5.4. Monitoring system state

One of the main daily tasks of the (root) administrator will be to verify that the system works properly and check for any possible errors or saturation of the machine's resources (memory, disks etc.). In the following subsections, we will study the basic methods for examining the state of the system at a determined point in time and how to perform the operations required to avoid any subsequent problems.

In this module's final tutorial, we will carry out a full examination of a sample system, so that we may see some of these techniques.

5.4.1. System boot

When booting a GNU/Linux system, there is a large extraction of interesting information; when the system starts-up, the screen usually shows the data from the processes detecting the machine's characteristics, the devices, system services boots etc., and any problems that appear are mentioned.

In most distributions, this can be seen directly in the system's console during the booting process. However, either the speed of the messages or some of the modern distributions that hide the messages behind graphics can stop us from seeing the messages properly, which means that we need a series of tools for this process.

Basically, we can use:

5.4.2. kernel: /proc directory

When booting up, the kernel starts up a pseudo-file system called /proc, in which it dumps the information compiled on the machine, as well as many other internal data, during the execution. The /proc directory is implemented on memory and not saved to disk. The contained data are both static and dynamic (they vary during execution).

It should be remembered that, as /proc heavily depends on the kernel, the structure tends to depend on the system's kernel and the included structure and files can change.

One of the interesting points is that we can find the images of the processes that are being executed in the /proc directory, along with the information that the kernel handles on the processes. Each of the system's processes can be found in the /proc/<process_pid, directory, where there is a directory with files that represent its state. This information is basic for debugging programs or for the system's own commands such as ps or top, which can use it for seeing the state of the processes. In general, many of the system's utilities consult the system's dynamic information from /proc (especially some of the utilities provided in the procps package).

Example 5-3. Note

The /proc directory is an extraordinary resource for obtaining low-level information on the system's working and many system commands rely on it for their tasks.

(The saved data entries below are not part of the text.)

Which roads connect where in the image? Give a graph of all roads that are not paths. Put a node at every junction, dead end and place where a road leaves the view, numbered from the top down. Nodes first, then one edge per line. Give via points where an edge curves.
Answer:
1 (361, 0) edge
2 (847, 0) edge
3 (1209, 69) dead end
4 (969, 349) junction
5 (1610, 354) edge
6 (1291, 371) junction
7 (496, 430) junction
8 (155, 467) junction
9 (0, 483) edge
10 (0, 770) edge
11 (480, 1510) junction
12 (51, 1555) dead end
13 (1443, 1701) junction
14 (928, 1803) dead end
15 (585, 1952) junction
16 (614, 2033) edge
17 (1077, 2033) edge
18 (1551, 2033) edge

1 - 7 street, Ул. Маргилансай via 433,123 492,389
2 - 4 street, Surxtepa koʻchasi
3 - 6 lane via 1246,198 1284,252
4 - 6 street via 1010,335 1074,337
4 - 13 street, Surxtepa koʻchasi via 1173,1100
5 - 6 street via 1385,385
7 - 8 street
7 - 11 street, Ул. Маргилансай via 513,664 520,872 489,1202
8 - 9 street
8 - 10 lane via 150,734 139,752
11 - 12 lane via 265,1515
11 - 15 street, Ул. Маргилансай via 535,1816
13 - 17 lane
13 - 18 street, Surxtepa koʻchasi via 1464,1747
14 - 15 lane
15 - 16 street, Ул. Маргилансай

On another note, we can find other files on the global state of the system in /proc. We will look at some of the files that we can examine to obtain important information briefly:

As of kernel version 2.6, a progressive transition of procfs (/proc) to sysfs (/sys) has begun, in order to migrate all the information that is not related to the processes, especially the devices and their drivers (modules of the kernel) to the /sys system.

5.4.3. kernel: /sys

The sys system is in charge of making the information on devices and drivers, which is in the kernel, available to the user space so that other APIs or applications can access the information on the devices (or their drivers) in a more flexible manner. It is usually used by layers such as HAL and the udev service for monitoring and dynamically configuring the devices.

Within the sys concept there is a tree data structure of the devices and drivers (let us say the fixed conceptual model) and how it can subsequently be accessed through the sysfs file system (the structure of which may change between different versions).

When an added object is detected or appears in the system, a directory is created in sysfs in the driver model tree (drivers, devices including their different classes). The parent/child node relationship is reflected with subdirectories under /sys/devices/ (reflecting the physical layer and its identifiers). Symbolic links are placed in the /sys/bus subdirectory reflecting the manner in which the devices belong to the different physical buses of the system. And the devices are shown in /sys/class, grouped according to their class, for example network, whereas /sys/block/ contains the block devices.

Some of the information provided by /sys can also be found in /proc, but it was decided that this method involved mixing different elements (devices, processes, data, hardware, kernel parameters) in a manner that was not very coherent and this was one of the reasons that /sys was created. It is expected that the information will migrate from /proc to /sys to centralise the device data.

5.4.4. Processes

The processes that are executing at a given moment will be of a different nature, generally. We may find:

We can use the following as faster and more useful:

5.4.5. System Logs

Both the kernel and many of the service daemons, as well as the different GNU/Linux applications or subsystems, can generate messages that are sent to log files, either to obtain the trace of the system's functioning or to detect errors or fault warnings or critical situations. These types of logs are essential in many cases for administrative tasks and much of the administrator's time is spent processing and analysing their contents.

Important

Most of the logs are created in the /var/log directory, although some applications may modify this behaviour; most of the logs of the system itself are located in this directory.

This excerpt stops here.